__What you are asked to do__: Please write out all of the records below exactly as they appear.

__Given data__:
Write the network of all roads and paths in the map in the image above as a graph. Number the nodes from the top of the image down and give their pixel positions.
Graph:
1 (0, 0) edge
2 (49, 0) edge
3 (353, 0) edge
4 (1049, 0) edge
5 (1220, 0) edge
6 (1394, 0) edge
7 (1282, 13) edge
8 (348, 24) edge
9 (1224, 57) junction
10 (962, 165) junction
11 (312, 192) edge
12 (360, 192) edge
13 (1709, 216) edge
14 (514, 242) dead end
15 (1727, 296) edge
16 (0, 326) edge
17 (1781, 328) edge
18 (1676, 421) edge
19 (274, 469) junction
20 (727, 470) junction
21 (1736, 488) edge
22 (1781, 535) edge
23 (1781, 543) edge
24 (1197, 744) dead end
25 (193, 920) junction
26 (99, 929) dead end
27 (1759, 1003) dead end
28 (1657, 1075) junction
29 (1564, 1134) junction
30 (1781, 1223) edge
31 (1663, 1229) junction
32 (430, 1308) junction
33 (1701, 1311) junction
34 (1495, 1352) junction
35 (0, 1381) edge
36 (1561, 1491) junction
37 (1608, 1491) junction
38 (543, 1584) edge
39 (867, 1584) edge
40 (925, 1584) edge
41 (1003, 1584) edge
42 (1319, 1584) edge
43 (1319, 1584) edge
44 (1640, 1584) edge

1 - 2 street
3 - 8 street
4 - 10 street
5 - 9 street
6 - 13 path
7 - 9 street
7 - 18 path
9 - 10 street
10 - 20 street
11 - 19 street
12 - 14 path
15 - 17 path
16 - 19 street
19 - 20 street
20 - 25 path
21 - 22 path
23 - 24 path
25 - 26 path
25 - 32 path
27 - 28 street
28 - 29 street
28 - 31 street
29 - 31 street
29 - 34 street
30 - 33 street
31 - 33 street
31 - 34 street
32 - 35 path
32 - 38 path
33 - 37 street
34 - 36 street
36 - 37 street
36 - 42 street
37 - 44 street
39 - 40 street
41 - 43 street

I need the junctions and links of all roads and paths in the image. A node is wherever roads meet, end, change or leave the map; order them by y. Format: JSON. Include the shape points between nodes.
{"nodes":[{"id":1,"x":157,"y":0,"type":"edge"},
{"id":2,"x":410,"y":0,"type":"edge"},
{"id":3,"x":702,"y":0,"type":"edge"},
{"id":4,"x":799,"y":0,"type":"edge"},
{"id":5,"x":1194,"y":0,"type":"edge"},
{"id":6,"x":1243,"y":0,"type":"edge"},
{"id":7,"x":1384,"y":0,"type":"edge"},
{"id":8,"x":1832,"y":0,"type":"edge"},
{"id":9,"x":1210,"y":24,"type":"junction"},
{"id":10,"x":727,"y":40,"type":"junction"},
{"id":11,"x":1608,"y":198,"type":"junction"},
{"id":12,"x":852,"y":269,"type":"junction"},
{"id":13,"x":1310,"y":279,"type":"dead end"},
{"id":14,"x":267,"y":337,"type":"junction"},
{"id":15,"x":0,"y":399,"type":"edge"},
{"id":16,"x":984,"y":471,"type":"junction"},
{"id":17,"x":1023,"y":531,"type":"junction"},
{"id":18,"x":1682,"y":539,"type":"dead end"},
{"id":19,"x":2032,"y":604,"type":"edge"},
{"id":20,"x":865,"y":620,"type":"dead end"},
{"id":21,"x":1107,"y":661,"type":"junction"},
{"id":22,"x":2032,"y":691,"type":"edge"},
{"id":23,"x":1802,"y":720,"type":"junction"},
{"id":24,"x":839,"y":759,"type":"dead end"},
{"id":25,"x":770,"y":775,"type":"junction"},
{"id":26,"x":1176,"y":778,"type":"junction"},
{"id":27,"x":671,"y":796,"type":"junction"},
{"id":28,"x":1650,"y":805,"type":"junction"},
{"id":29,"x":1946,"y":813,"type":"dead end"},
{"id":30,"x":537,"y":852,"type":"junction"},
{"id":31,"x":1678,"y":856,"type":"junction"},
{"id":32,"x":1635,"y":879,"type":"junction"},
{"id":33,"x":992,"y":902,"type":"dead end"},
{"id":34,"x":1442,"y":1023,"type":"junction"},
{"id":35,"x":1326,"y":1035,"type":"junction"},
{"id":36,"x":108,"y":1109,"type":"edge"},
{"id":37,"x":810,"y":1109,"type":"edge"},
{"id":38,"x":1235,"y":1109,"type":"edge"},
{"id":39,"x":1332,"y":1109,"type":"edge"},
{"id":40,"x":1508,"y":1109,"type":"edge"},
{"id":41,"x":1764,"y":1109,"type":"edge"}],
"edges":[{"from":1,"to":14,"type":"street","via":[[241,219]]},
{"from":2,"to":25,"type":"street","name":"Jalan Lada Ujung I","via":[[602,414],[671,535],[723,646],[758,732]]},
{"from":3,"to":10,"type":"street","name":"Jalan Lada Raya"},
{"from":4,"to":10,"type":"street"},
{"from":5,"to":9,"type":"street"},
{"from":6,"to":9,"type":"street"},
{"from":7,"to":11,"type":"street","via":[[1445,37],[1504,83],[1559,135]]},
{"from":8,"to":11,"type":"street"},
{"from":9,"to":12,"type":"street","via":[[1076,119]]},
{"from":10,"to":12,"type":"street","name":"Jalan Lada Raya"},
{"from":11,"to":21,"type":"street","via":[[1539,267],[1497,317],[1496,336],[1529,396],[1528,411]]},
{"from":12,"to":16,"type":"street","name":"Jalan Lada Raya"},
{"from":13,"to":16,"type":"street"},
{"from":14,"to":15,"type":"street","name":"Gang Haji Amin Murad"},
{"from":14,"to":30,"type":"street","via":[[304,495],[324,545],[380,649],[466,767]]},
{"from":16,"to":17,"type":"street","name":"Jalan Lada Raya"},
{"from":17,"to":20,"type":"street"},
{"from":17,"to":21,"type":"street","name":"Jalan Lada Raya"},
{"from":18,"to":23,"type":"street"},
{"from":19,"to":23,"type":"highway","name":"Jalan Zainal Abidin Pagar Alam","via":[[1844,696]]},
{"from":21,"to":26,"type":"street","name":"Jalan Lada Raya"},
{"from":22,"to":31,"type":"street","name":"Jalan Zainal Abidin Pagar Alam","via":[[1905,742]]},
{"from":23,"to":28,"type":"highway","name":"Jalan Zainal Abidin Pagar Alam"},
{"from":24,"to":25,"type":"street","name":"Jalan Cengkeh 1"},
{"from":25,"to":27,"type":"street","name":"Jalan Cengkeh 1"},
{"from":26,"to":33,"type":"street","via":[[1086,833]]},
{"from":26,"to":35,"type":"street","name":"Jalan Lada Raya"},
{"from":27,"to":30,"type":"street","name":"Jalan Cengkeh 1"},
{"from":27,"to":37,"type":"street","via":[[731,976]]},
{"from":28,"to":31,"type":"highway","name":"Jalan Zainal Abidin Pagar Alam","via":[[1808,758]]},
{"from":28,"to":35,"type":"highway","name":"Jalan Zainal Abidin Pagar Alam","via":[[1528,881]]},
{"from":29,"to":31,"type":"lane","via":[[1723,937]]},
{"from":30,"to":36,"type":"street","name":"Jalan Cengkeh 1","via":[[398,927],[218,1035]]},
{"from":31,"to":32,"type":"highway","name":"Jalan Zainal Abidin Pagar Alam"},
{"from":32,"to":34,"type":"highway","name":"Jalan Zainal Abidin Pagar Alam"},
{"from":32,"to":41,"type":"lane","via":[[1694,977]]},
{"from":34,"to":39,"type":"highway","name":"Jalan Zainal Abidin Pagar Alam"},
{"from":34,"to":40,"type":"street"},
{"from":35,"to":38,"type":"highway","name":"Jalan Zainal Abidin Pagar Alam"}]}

__Result of this task__:
Write the network of all roads and paths in the map in the image above as a graph. Number the nodes from the top of the image down and give their pixel positions.
Graph:
1 (0, 0) edge
2 (49, 0) edge
3 (353, 0) edge
4 (1049, 0) edge
5 (1220, 0) edge
6 (1394, 0) edge
7 (1282, 13) edge
8 (348, 24) edge
9 (1224, 57) junction
10 (962, 165) junction
11 (312, 192) edge
12 (360, 192) edge
13 (1709, 216) edge
14 (514, 242) dead end
15 (1727, 296) edge
16 (0, 326) edge
17 (1781, 328) edge
18 (1676, 421) edge
19 (274, 469) junction
20 (727, 470) junction
21 (1736, 488) edge
22 (1781, 535) edge
23 (1781, 543) edge
24 (1197, 744) dead end
25 (193, 920) junction
26 (99, 929) dead end
27 (1759, 1003) dead end
28 (1657, 1075) junction
29 (1564, 1134) junction
30 (1781, 1223) edge
31 (1663, 1229) junction
32 (430, 1308) junction
33 (1701, 1311) junction
34 (1495, 1352) junction
35 (0, 1381) edge
36 (1561, 1491) junction
37 (1608, 1491) junction
38 (543, 1584) edge
39 (867, 1584) edge
40 (925, 1584) edge
41 (1003, 1584) edge
42 (1319, 1584) edge
43 (1319, 1584) edge
44 (1640, 1584) edge

1 - 2 street
3 - 8 street
4 - 10 street
5 - 9 street
6 - 13 path
7 - 9 street
7 - 18 path
9 - 10 street
10 - 20 street
11 - 19 street
12 - 14 path
15 - 17 path
16 - 19 street
19 - 20 street
20 - 25 path
21 - 22 path
23 - 24 path
25 - 26 path
25 - 32 path
27 - 28 street
28 - 29 street
28 - 31 street
29 - 31 street
29 - 34 street
30 - 33 street
31 - 33 street
31 - 34 street
32 - 35 path
32 - 38 path
33 - 37 street
34 - 36 street
36 - 37 street
36 - 42 street
37 - 44 street
39 - 40 street
41 - 43 street

I need the junctions and links of all roads and paths in the image. A node is wherever roads meet, end, change or leave the map; order them by y. Format: JSON. Include the shape points between nodes.
{"nodes":[{"id":1,"x":157,"y":0,"type":"edge"},
{"id":2,"x":410,"y":0,"type":"edge"},
{"id":3,"x":702,"y":0,"type":"edge"},
{"id":4,"x":799,"y":0,"type":"edge"},
{"id":5,"x":1194,"y":0,"type":"edge"},
{"id":6,"x":1243,"y":0,"type":"edge"},
{"id":7,"x":1384,"y":0,"type":"edge"},
{"id":8,"x":1832,"y":0,"type":"edge"},
{"id":9,"x":1210,"y":24,"type":"junction"},
{"id":10,"x":727,"y":40,"type":"junction"},
{"id":11,"x":1608,"y":198,"type":"junction"},
{"id":12,"x":852,"y":269,"type":"junction"},
{"id":13,"x":1310,"y":279,"type":"dead end"},
{"id":14,"x":267,"y":337,"type":"junction"},
{"id":15,"x":0,"y":399,"type":"edge"},
{"id":16,"x":984,"y":471,"type":"junction"},
{"id":17,"x":1023,"y":531,"type":"junction"},
{"id":18,"x":1682,"y":539,"type":"dead end"},
{"id":19,"x":2032,"y":604,"type":"edge"},
{"id":20,"x":865,"y":620,"type":"dead end"},
{"id":21,"x":1107,"y":661,"type":"junction"},
{"id":22,"x":2032,"y":691,"type":"edge"},
{"id":23,"x":1802,"y":720,"type":"junction"},
{"id":24,"x":839,"y":759,"type":"dead end"},
{"id":25,"x":770,"y":775,"type":"junction"},
{"id":26,"x":1176,"y":778,"type":"junction"},
{"id":27,"x":671,"y":796,"type":"junction"},
{"id":28,"x":1650,"y":805,"type":"junction"},
{"id":29,"x":1946,"y":813,"type":"dead end"},
{"id":30,"x":537,"y":852,"type":"junction"},
{"id":31,"x":1678,"y":856,"type":"junction"},
{"id":32,"x":1635,"y":879,"type":"junction"},
{"id":33,"x":992,"y":902,"type":"dead end"},
{"id":34,"x":1442,"y":1023,"type":"junction"},
{"id":35,"x":1326,"y":1035,"type":"junction"},
{"id":36,"x":108,"y":1109,"type":"edge"},
{"id":37,"x":810,"y":1109,"type":"edge"},
{"id":38,"x":1235,"y":1109,"type":"edge"},
{"id":39,"x":1332,"y":1109,"type":"edge"},
{"id":40,"x":1508,"y":1109,"type":"edge"},
{"id":41,"x":1764,"y":1109,"type":"edge"}],
"edges":[{"from":1,"to":14,"type":"street","via":[[241,219]]},
{"from":2,"to":25,"type":"street","name":"Jalan Lada Ujung I","via":[[602,414],[671,535],[723,646],[758,732]]},
{"from":3,"to":10,"type":"street","name":"Jalan Lada Raya"},
{"from":4,"to":10,"type":"street"},
{"from":5,"to":9,"type":"street"},
{"from":6,"to":9,"type":"street"},
{"from":7,"to":11,"type":"street","via":[[1445,37],[1504,83],[1559,135]]},
{"from":8,"to":11,"type":"street"},
{"from":9,"to":12,"type":"street","via":[[1076,119]]},
{"from":10,"to":12,"type":"street","name":"Jalan Lada Raya"},
{"from":11,"to":21,"type":"street","via":[[1539,267],[1497,317],[1496,336],[1529,396],[1528,411]]},
{"from":12,"to":16,"type":"street","name":"Jalan Lada Raya"},
{"from":13,"to":16,"type":"street"},
{"from":14,"to":15,"type":"street","name":"Gang Haji Amin Murad"},
{"from":14,"to":30,"type":"street","via":[[304,495],[324,545],[380,649],[466,767]]},
{"from":16,"to":17,"type":"street","name":"Jalan Lada Raya"},
{"from":17,"to":20,"type":"street"},
{"from":17,"to":21,"type":"street","name":"Jalan Lada Raya"},
{"from":18,"to":23,"type":"street"},
{"from":19,"to":23,"type":"highway","name":"Jalan Zainal Abidin Pagar Alam","via":[[1844,696]]},
{"from":21,"to":26,"type":"street","name":"Jalan Lada Raya"},
{"from":22,"to":31,"type":"street","name":"Jalan Zainal Abidin Pagar Alam","via":[[1905,742]]},
{"from":23,"to":28,"type":"highway","name":"Jalan Zainal Abidin Pagar Alam"},
{"from":24,"to":25,"type":"street","name":"Jalan Cengkeh 1"},
{"from":25,"to":27,"type":"street","name":"Jalan Cengkeh 1"},
{"from":26,"to":33,"type":"street","via":[[1086,833]]},
{"from":26,"to":35,"type":"street","name":"Jalan Lada Raya"},
{"from":27,"to":30,"type":"street","name":"Jalan Cengkeh 1"},
{"from":27,"to":37,"type":"street","via":[[731,976]]},
{"from":28,"to":31,"type":"highway","name":"Jalan Zainal Abidin Pagar Alam","via":[[1808,758]]},
{"from":28,"to":35,"type":"highway","name":"Jalan Zainal Abidin Pagar Alam","via":[[1528,881]]},
{"from":29,"to":31,"type":"lane","via":[[1723,937]]},
{"from":30,"to":36,"type":"street","name":"Jalan Cengkeh 1","via":[[398,927],[218,1035]]},
{"from":31,"to":32,"type":"highway","name":"Jalan Zainal Abidin Pagar Alam"},
{"from":32,"to":34,"type":"highway","name":"Jalan Zainal Abidin Pagar Alam"},
{"from":32,"to":41,"type":"lane","via":[[1694,977]]},
{"from":34,"to":39,"type":"highway","name":"Jalan Zainal Abidin Pagar Alam"},
{"from":34,"to":40,"type":"street"},
{"from":35,"to":38,"type":"highway","name":"Jalan Zainal Abidin Pagar Alam"}]}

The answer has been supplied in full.